Humor in The Idiot can shade dark: Selin, having vaguely heard of email, is handed an Ethernet cable at registration. “What do we do with this, hang ourselves?” she asks. Harvard and its tribes are seen satirically: a professor seems to imply “that it was somehow naïve to want to talk about anything interesting or to think that you would ever know anything important,” and everyone on the board of the campus literary magazine shares “the same collectively self-deprecating sense of humor.”
Selin, too, can be self-deprecating in her narration: she describes the soignée mother of a new friend eyeing Selin’s enormous Filene’s Basement coat with genuine concern and suggesting that it’s “elegant... Maybe too elegant—maybe just a tiny bit ridiculous.”
Batuman, who thought a lot about empathy as she wrote and revised, doles out gentle ridicule to both the observer and the observed. Much of the book is taken up with the “relationship, nonrelationship,” as Batuman calls it, between Selin and Ivan, a Hungarian senior with whom Selin exchanges long, complicated emails and little else. As they are finally leaving Cambridge together to go swimming at Walden Pond, Ivan points out his girlfriend, “almost conversationally.” The “almost” heightens the drama of the sentence. Selin, we gather, is devastated, and what exactly does Ivan think he’s doing? But it’s also funny enough an encounter to wind up, years later, in a novel.
“It’s kind of an embarrassing story—that’s why it’s called The Idiot,” Batuman says. “But looking back at your past self, you see that this person had reasons for everything she did. There’s a whole lot of awkwardness, but really, what should one be embarrassed about?” As she puts it, “The model of the novel—why there is the novel—seems like it’s based on an idea of solidarity, and that, to me, is also the basis of humor.”

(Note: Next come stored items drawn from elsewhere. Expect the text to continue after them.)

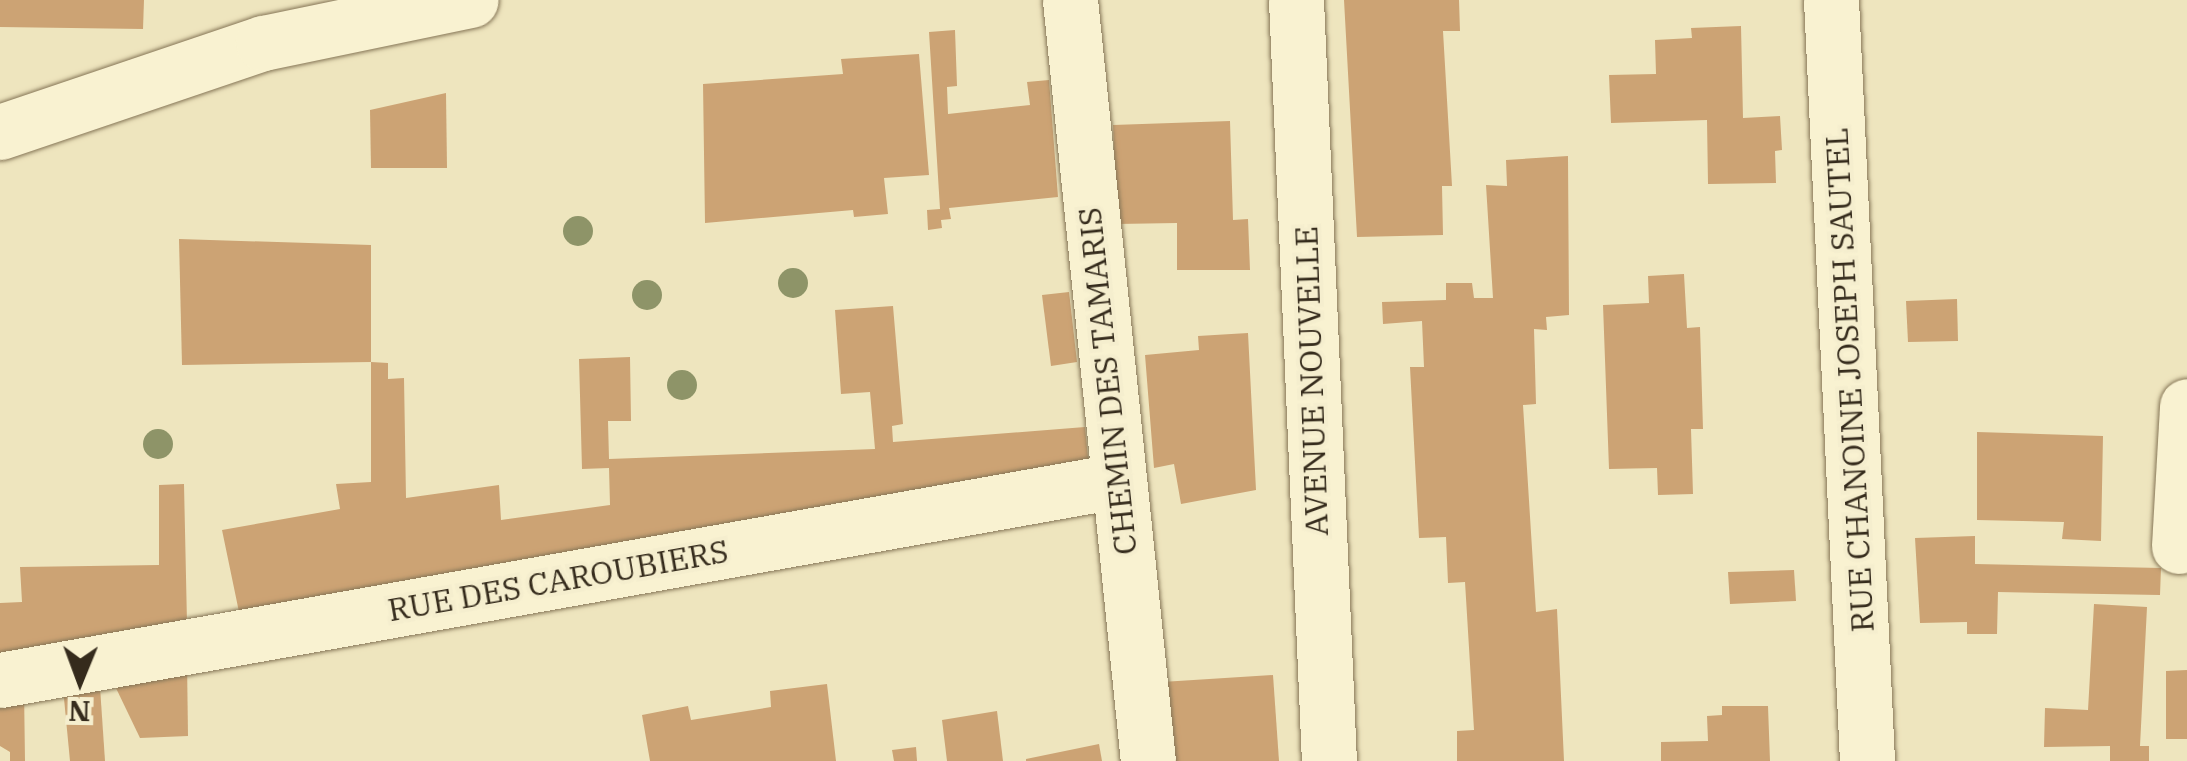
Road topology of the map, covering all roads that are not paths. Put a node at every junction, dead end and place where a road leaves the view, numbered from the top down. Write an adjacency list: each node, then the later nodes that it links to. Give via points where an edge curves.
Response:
1 (471, 0): 5 (street)
2 (1070, 0): 8 (street, CHEMIN DES TAMARIS)
3 (1296, 0): 12 (street, AVENUE NOUVELLE)
4 (1832, 0): 13 (street, RUE CHANOINE JOSEPH SAUTEL)
5 (260, 21): 6 (street)
6 (0, 132)
7 (2187, 406): 9 (street)
8 (1116, 480): 10 (street, RUE DES CAROUBIERS); 11 (street, CHEMIN DES TAMARIS)
9 (2179, 546)
10 (0, 680)
11 (1148, 761)
12 (1328, 761)
13 (1867, 761)

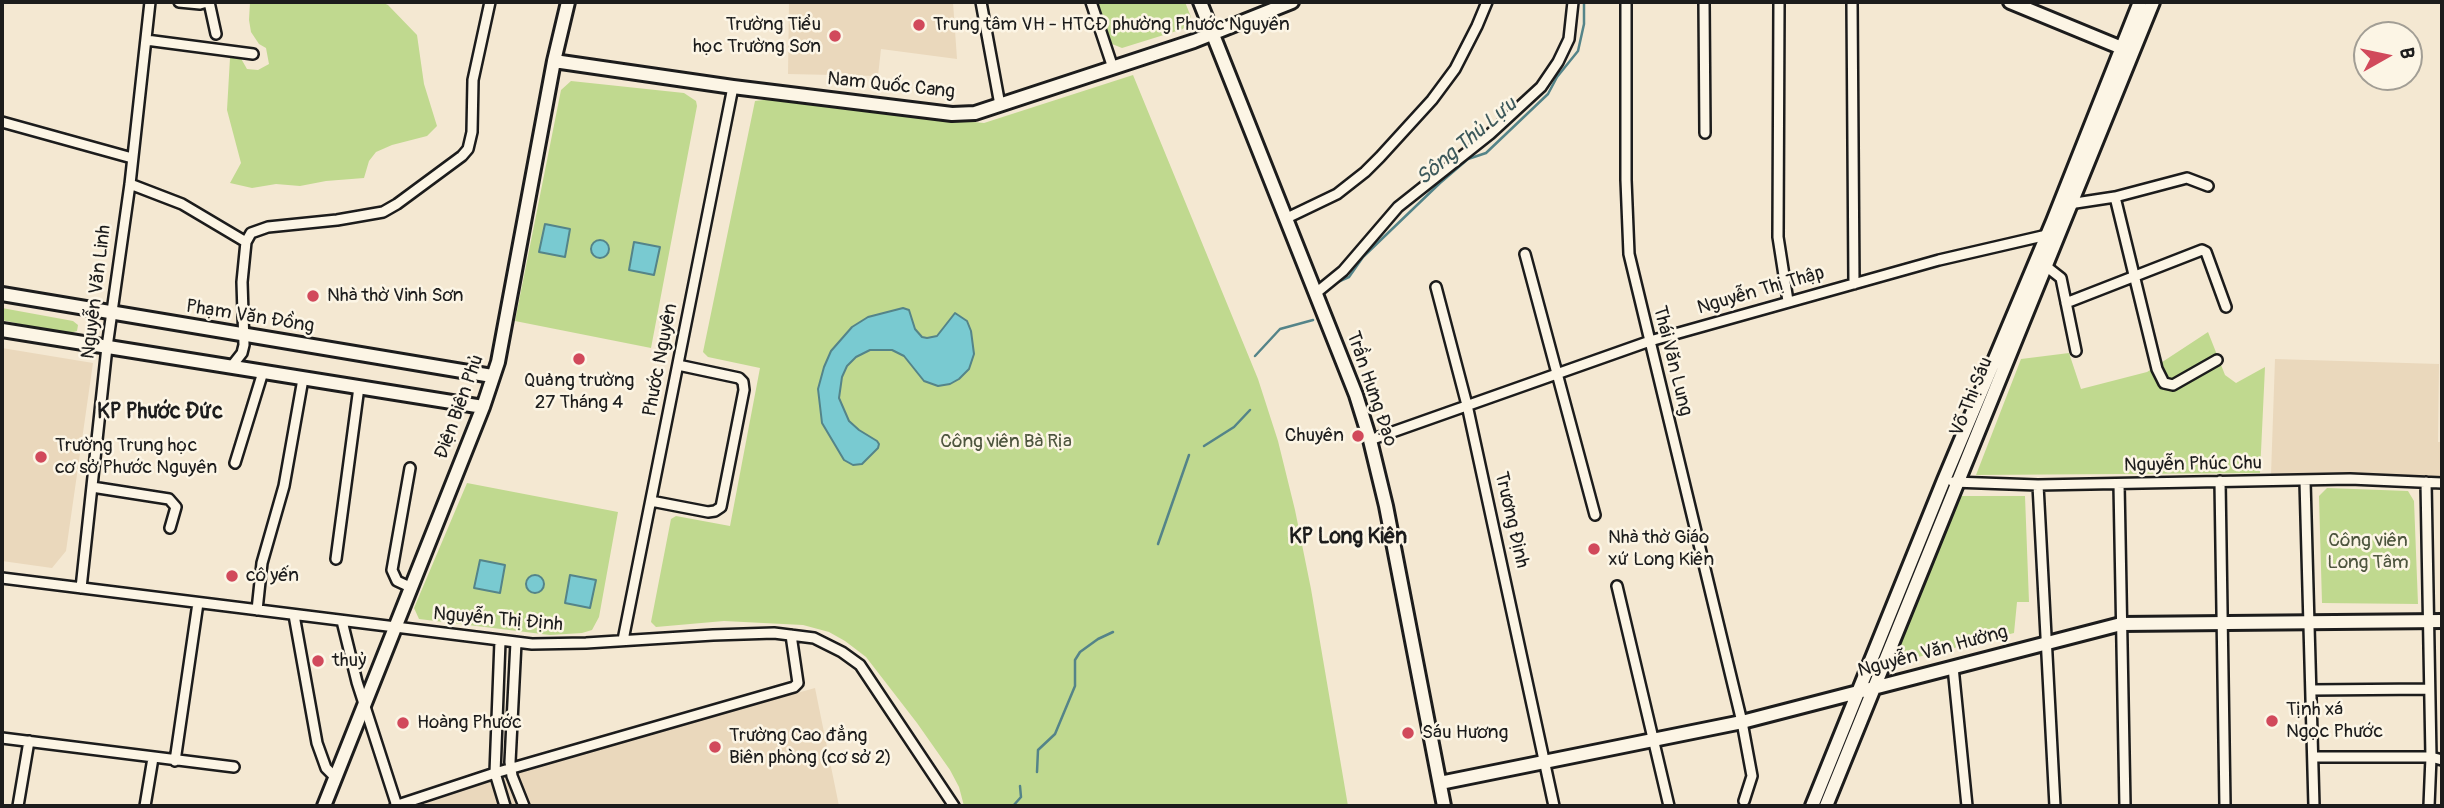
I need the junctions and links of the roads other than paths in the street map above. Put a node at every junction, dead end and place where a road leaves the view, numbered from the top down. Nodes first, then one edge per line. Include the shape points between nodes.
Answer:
1 (150, 2) edge
2 (179, 2) edge
3 (208, 2) edge
4 (490, 2) edge
5 (568, 2) edge
6 (981, 2) edge
7 (1091, 2) edge
8 (1200, 2) edge
9 (1292, 2) edge
10 (1487, 2) edge
11 (1573, 2) edge
12 (1626, 2) edge
13 (1703, 2) edge
14 (1779, 2) edge
15 (1852, 2) edge
16 (2010, 2) edge
17 (2140, 2) edge
18 (2153, 2) edge
19 (1213, 33) junction
20 (216, 34) dead end
21 (146, 40) junction
22 (2127, 50) junction
23 (253, 54) dead end
24 (554, 61) junction
25 (1113, 68) junction
26 (733, 88) junction
27 (1000, 105) junction
28 (2, 121) edge
29 (1705, 132) dead end
30 (132, 158) junction
31 (130, 184) junction
32 (2208, 186) dead end
33 (2115, 197) junction
34 (2069, 204) junction
35 (1287, 218) junction
36 (2060, 220) junction
37 (2047, 235) junction
38 (246, 242) junction
39 (1525, 254) dead end
40 (2047, 267) junction
41 (2135, 276) junction
42 (1854, 284) junction
43 (1436, 287) dead end
44 (1316, 293) junction
45 (2, 294) edge
46 (1788, 301) junction
47 (2066, 303) junction
48 (2226, 307) dead end
49 (111, 314) junction
50 (2, 330) edge
51 (245, 336) junction
52 (1650, 341) junction
53 (107, 347) junction
54 (2076, 351) dead end
55 (2217, 360) dead end
56 (678, 365) junction
57 (231, 367) junction
58 (263, 372) junction
59 (1557, 372) junction
60 (492, 376) junction
61 (303, 379) junction
62 (359, 387) junction
63 (1467, 405) junction
64 (483, 407) junction
65 (1370, 440) junction
66 (235, 463) dead end
67 (410, 468) dead end
68 (2220, 481) junction
69 (2305, 481) junction
70 (1951, 482) junction
71 (2426, 482) junction
72 (2442, 483) edge
73 (2119, 484) junction
74 (2038, 485) junction
75 (92, 487) junction
76 (651, 501) junction
77 (1595, 515) dead end
78 (170, 528) dead end
79 (336, 559) dead end
80 (2, 578) edge
81 (1617, 586) dead end
82 (410, 587) junction
83 (81, 588) junction
84 (198, 603) junction
85 (257, 610) junction
86 (294, 615) junction
87 (342, 621) junction
88 (2442, 621) edge
89 (2222, 622) junction
90 (2309, 622) junction
91 (2427, 622) junction
92 (2121, 624) junction
93 (394, 628) junction
94 (791, 635) junction
95 (623, 640) junction
96 (500, 641) junction
97 (516, 642) junction
98 (2047, 642) junction
99 (1954, 667) junction
100 (1875, 687) junction
101 (2429, 689) junction
102 (2311, 690) junction
103 (1859, 691) junction
104 (365, 703) junction
105 (1742, 722) junction
106 (2, 738) edge
107 (1653, 740) junction
108 (29, 741) junction
109 (2313, 757) junction
110 (2431, 757) junction
111 (153, 758) junction
112 (2442, 760) edge
113 (175, 761) junction
114 (1543, 762) junction
115 (234, 767) dead end
116 (511, 769) junction
117 (495, 773) junction
118 (336, 778) junction
119 (1440, 782) junction
120 (1744, 801) dead end
121 (19, 806) edge
122 (145, 806) edge
123 (324, 806) edge
124 (396, 806) edge
125 (505, 806) edge
126 (524, 806) edge
127 (954, 806) edge
128 (1444, 806) edge
129 (1554, 806) edge
130 (1669, 806) edge
131 (1812, 806) edge
132 (1826, 806) edge
133 (1967, 806) edge
134 (2055, 806) edge
135 (2125, 806) edge
136 (2225, 806) edge
137 (2314, 806) edge
138 (2429, 806) edge

1 - 21 street, Nguyễn Văn Linh
2 - 3 street
3 - 20 street
4 - 38 street via 473,80 471,141 462,156 383,212 268,226 251,233
5 - 24 street, Điện Biên Phủ
6 - 27 street
7 - 25 street
8 - 19 street, Trần Hưng Đạo
9 - 19 street, Nam Quốc Cang
10 - 35 street via 1444,85 1380,157 1337,194
11 - 44 street via 1569,39 1541,87 1398,207 1343,271
12 - 52 street, Thái Văn Lung via 1627,236
13 - 29 street
14 - 46 street via 1778,237
15 - 42 street
16 - 22 street
17 - 22 street, Võ Thị Sáu
18 - 22 street, Võ Thị Sáu
19 - 25 street, Nam Quốc Cang
19 - 35 street, Trần Hưng Đạo
21 - 23 street
21 - 30 street, Nguyễn Văn Linh
22 - 34 street, Võ Thị Sáu
22 - 36 street, Võ Thị Sáu
24 - 26 street, Nam Quốc Cang
24 - 60 street, Điện Biên Phủ
25 - 27 street, Nam Quốc Cang
26 - 27 street, Nam Quốc Cang via 952,114
26 - 56 street, Phước Nguyên
28 - 30 street
30 - 31 street, Nguyễn Văn Linh
31 - 38 street via 182,204
31 - 49 street, Nguyễn Văn Linh
32 - 33 street via 2187,178
33 - 34 street
33 - 41 street
34 - 36 street, Võ Thị Sáu
35 - 44 street, Trần Hưng Đạo
36 - 37 street, Võ Thị Sáu
36 - 40 street, Võ Thị Sáu
37 - 42 street, Nguyễn Thị Thập
37 - 70 street, Võ Thị Sáu
38 - 51 street via 242,282
39 - 59 street
40 - 47 street via 2061,278
40 - 70 street, Võ Thị Sáu
41 - 47 street
41 - 48 street via 2202,250
41 - 55 street via 2164,383 2173,385
42 - 46 street, Nguyễn Thị Thập
43 - 63 street, Trương Định
44 - 65 street, Trần Hưng Đạo
45 - 49 street, Phạm Văn Đồng
46 - 52 street, Nguyễn Thị Thập
47 - 54 street
49 - 51 street, Phạm Văn Đồng
49 - 53 street, Nguyễn Văn Linh
50 - 53 street
51 - 57 street via 242,353
51 - 60 street, Phạm Văn Đồng
52 - 59 street, Nguyễn Thị Thập
52 - 105 street, Thái Văn Lung
53 - 57 street
53 - 75 street, Nguyễn Văn Linh
56 - 76 street, Phước Nguyên
56 - 76 street via 743,382 721,507 708,512
57 - 58 street
58 - 61 street
58 - 66 street
59 - 63 street, Nguyễn Thị Thập
59 - 77 street
60 - 64 street, Điện Biên Phủ
61 - 62 street
61 - 85 street via 284,486 262,563
62 - 64 street
62 - 79 street
63 - 65 street, Nguyễn Thị Thập
63 - 114 street, Trương Định
64 - 82 street, Điện Biên Phủ
65 - 119 street, Trần Hưng Đạo
67 - 82 street via 392,570 397,582
68 - 69 street, Nguyễn Phúc Chu
68 - 73 street, Nguyễn Phúc Chu
68 - 89 street
69 - 71 street, Nguyễn Phúc Chu
69 - 90 street
70 - 74 street, Nguyễn Phúc Chu
70 - 100 street, Võ Thị Sáu
70 - 103 street, Võ Thị Sáu
71 - 72 street, Nguyễn Phúc Chu
71 - 91 street
73 - 74 street, Nguyễn Phúc Chu
73 - 92 street
74 - 98 street
75 - 78 street via 169,499 176,506
75 - 83 street, Nguyễn Văn Linh
76 - 95 street, Phước Nguyên
80 - 83 street, Nguyễn Thị Định
81 - 107 street
82 - 93 street, Điện Biên Phủ
83 - 84 street, Nguyễn Thị Định
84 - 85 street, Nguyễn Thị Định
84 - 113 street
85 - 86 street, Nguyễn Thị Định
86 - 87 street, Nguyễn Thị Định
86 - 118 street via 317,743
87 - 93 street, Nguyễn Thị Định
87 - 104 street
88 - 91 street, Nguyễn Văn Hưởng
89 - 90 street, Nguyễn Văn Hưởng
89 - 92 street, Nguyễn Văn Hưởng
89 - 136 street
90 - 91 street, Nguyễn Văn Hưởng
90 - 102 street
91 - 101 street
92 - 98 street, Nguyễn Văn Hưởng
92 - 135 street
93 - 96 street, Nguyễn Thị Định
93 - 104 street, Điện Biên Phủ
94 - 95 street, Nguyễn Thị Định
94 - 116 street via 798,683 794,687
94 - 127 street, Nguyễn Thị Định via 814,638 860,666
95 - 97 street, Nguyễn Thị Định
96 - 97 street, Nguyễn Thị Định
96 - 117 street
97 - 116 street
98 - 99 street, Nguyễn Văn Hưởng
98 - 134 street
99 - 100 street, Nguyễn Văn Hưởng
99 - 133 street
100 - 103 street, Nguyễn Văn Hưởng
100 - 132 street, Võ Thị Sáu
101 - 102 street
101 - 110 street
102 - 109 street
103 - 105 street, Nguyễn Văn Hưởng
103 - 131 street, Võ Thị Sáu
104 - 118 street, Điện Biên Phủ
104 - 124 street
105 - 107 street, Nguyễn Văn Hưởng
105 - 120 street, Thái Văn Lung via 1752,776
106 - 108 street
107 - 114 street, Nguyễn Văn Hưởng
107 - 130 street
108 - 111 street
108 - 121 street
109 - 110 street
109 - 137 street
110 - 112 street
110 - 138 street
111 - 113 street
111 - 122 street
113 - 115 street
114 - 119 street, Nguyễn Văn Hưởng
114 - 129 street, Trương Định
116 - 117 street
116 - 126 street
117 - 124 street
117 - 125 street
118 - 123 street, Điện Biên Phủ
119 - 128 street, Trần Hưng Đạo

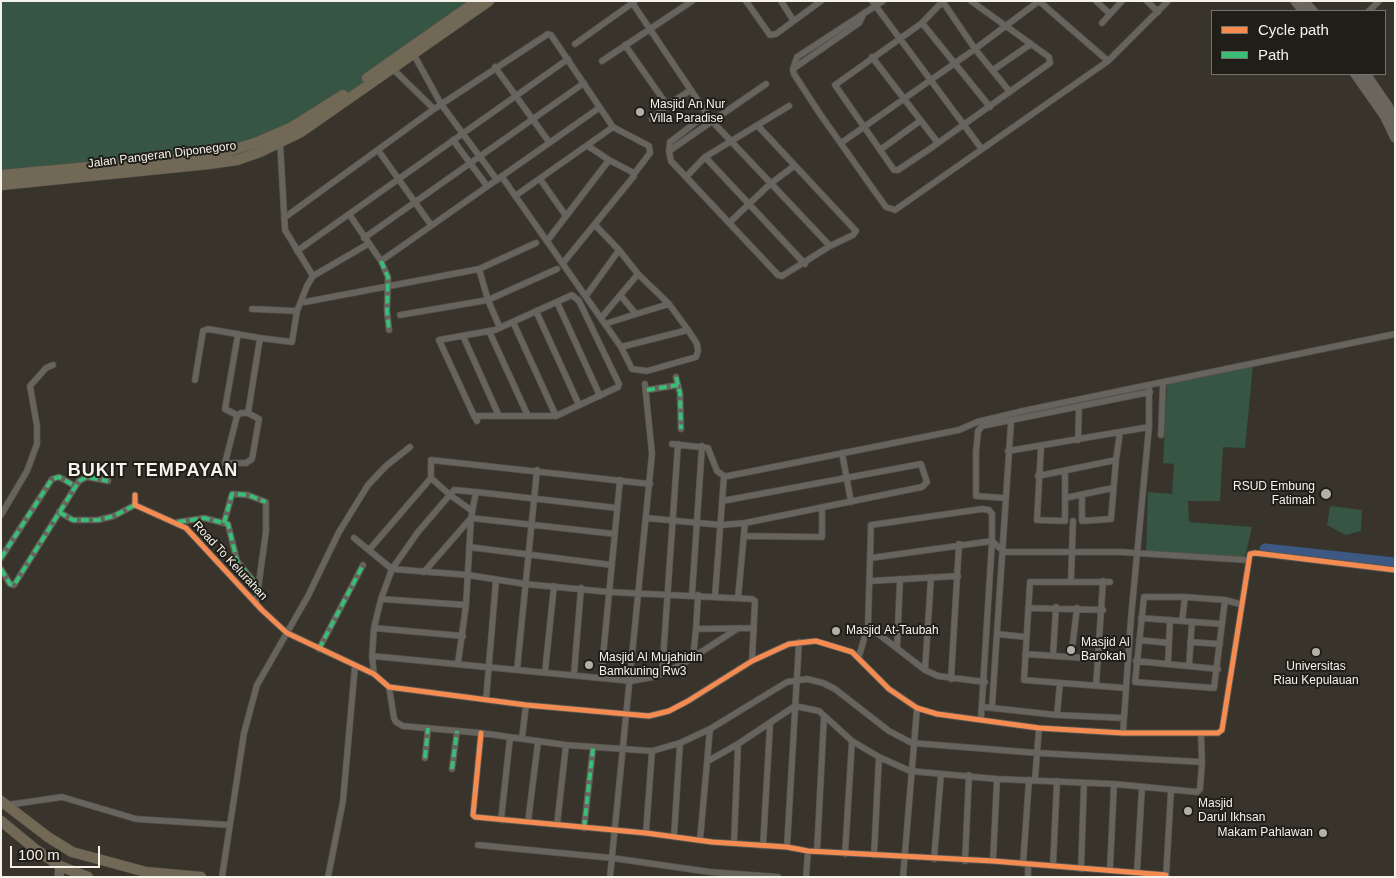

In her writing for the New Yorker, Batuman has also recently dealt with personal history. She has covered soccer fans in Istanbul, neuroscientists in Albuquerque, and deadly disease in the Balkans, but in “Cover Story: The Head Scarf, Modern Turkey, and Me,” an essay published last February, she wrote about herself. Batuman lived in Turkey between 2010 and 2013, as writer in residence at Koç University. As a woman who “spoke Turkish imperfectly, smiled a lot, and often traveled alone,” she found herself having to account for her life to strangers, and eventually, to herself. “Traveling alone, especially as a woman, especially in a patriarchal culture, can be really stressful,” she writes. “It can make you question the most basic priorities around which your life is arranged. Like: Why do I have a job that makes me travel alone? For literature? What’s literature?”
How to answer that question—except by writing? “Now I want to write a book about Turkey, which I initially thought would be a nonfiction book, incorporating a lot of articles I wrote,” Batuman says. “But it feels like this has to be a novel, too, and the nonfiction has to be in it. That’s what I want to be writing, and in a way, what I want to be reading. It feels really artificial to separate everything. And so much of who I am, so much of who everyone is, is where they’re from, and I’ve been going back and looking at that moment in Turkey that my parents came from.”
It’s an interesting assertion, and one might wonder how far back it is necessary to look—did it all start at a foundation in Italy? An apartment in a coastal city? In college? Or before that? Or before you were born? Inasmuch as it is responsible for The Idiot, the retracing of her steps has been a winning method for Batuman. A deeply present and observant writer, she is once again preparing to travel into the past.
Elina Alter is a writer living in New York.